Consent to Policies
Completion of the form below will show your acceptance and agreement to the policies, including, as amended from time to time, the requirements, terms and conditions and your responsibilities in your healthcare relationship with an associated provider and your request for and acceptance of all associated healthcare and administrative services judged necessary by your provider. This form should be completed
by the patient if 16 years of age or older and their nominated Account Holder (a parent/guardian), or if younger, by the patient's parent/guardian.
to accept the offer of a new patient appointment
upon the start of each new referral, or if your child has an indefinite or 3-month referral, at least once per year during the healthcare relationship.
or otherwise, if requested by your provider or the manager of Prosper Paediatrics.
The policies are summarised and detailed on this website in the "Policies" menu and are also explained, summarised, referenced or linked in the Booking Emails and other written communications sent to patients or their parents or guardians.
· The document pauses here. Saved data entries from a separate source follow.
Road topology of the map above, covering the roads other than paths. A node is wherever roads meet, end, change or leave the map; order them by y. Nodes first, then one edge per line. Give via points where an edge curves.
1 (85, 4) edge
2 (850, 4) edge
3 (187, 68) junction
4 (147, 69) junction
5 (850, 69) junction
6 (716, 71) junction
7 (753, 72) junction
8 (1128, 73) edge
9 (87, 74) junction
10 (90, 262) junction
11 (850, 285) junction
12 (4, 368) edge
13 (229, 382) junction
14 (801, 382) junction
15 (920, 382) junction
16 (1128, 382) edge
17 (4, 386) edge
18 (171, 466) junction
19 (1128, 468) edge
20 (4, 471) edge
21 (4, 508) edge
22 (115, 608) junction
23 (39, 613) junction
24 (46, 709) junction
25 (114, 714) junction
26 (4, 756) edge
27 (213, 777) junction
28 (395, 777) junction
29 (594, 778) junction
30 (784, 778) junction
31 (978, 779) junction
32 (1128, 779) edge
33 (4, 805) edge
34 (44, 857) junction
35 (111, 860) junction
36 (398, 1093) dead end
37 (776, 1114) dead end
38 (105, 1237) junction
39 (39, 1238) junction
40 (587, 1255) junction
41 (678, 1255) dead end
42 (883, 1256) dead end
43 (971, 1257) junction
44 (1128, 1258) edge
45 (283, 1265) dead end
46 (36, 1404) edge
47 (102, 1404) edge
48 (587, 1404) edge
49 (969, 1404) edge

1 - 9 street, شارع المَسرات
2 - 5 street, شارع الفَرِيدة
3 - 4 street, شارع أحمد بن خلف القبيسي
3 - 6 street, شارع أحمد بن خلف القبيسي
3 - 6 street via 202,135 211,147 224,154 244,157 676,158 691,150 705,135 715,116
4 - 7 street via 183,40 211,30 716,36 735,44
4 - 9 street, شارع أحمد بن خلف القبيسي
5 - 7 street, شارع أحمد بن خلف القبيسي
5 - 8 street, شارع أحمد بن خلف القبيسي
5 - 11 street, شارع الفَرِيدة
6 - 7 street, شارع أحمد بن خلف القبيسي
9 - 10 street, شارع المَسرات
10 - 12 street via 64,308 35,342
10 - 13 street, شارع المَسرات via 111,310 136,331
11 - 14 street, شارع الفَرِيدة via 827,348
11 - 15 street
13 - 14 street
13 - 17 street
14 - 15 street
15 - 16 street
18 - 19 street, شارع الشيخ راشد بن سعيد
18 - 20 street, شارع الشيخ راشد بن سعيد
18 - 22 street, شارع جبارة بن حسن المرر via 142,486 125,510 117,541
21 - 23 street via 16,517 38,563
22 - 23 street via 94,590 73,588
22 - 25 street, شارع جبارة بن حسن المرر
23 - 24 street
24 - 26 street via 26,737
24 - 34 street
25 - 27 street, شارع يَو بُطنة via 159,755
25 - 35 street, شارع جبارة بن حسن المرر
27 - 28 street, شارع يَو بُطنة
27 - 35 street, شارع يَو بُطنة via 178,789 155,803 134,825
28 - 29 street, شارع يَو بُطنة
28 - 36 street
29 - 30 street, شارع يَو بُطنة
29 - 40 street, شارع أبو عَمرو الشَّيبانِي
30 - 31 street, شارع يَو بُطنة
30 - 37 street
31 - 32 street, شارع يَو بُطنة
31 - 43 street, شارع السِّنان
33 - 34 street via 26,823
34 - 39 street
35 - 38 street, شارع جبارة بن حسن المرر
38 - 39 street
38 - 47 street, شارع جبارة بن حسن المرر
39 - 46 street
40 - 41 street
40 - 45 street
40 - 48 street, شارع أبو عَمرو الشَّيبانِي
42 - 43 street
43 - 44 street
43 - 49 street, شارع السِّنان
It is the responsibility of the patient, parent, or guardian to ensure they understand these policies and their responsibilities and are aware of any changes to them.
To ensure this understanding, it is important to seek any needed clarification from Prosper Paediatrics and, if necessary, to have them translated into your preferred language.
The Policies are established to provide clarity, accuracy and consistency in patient care and communication to you about our procedures and policies, ensure Medicare and other relevant legal compliance and to assist in the sustainable, efficient, cost-effective provision of excellent healthcare services.